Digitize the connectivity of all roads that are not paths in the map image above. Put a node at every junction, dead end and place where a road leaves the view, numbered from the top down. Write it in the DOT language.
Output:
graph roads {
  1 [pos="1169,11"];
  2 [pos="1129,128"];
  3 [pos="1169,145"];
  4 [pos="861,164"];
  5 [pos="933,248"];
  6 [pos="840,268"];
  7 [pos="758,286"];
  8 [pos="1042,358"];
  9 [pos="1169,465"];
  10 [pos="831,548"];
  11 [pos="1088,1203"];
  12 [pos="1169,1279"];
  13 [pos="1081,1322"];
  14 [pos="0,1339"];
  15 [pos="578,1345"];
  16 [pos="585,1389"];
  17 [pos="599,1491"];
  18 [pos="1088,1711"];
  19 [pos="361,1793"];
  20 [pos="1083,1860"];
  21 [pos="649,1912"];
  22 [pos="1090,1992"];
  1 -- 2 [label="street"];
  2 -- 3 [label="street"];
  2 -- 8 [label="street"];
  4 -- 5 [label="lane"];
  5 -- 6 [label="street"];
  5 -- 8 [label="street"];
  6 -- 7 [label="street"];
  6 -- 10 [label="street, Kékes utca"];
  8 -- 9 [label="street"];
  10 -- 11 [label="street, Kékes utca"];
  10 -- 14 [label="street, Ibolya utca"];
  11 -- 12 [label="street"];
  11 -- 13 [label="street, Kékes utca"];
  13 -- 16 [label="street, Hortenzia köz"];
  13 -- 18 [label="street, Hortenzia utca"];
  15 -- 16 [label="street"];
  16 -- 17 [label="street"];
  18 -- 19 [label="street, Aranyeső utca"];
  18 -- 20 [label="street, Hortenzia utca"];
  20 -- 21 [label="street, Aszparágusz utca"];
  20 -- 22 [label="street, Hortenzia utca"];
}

## Problem requirements:
Lines above with "Hortenzia" in them are the ones to copy.

## Solution to this task:
  13 -- 16 [label="street, Hortenzia köz"];
  13 -- 18 [label="street, Hortenzia utca"];
  18 -- 20 [label="street, Hortenzia utca"];
  20 -- 22 [label="street, Hortenzia utca"];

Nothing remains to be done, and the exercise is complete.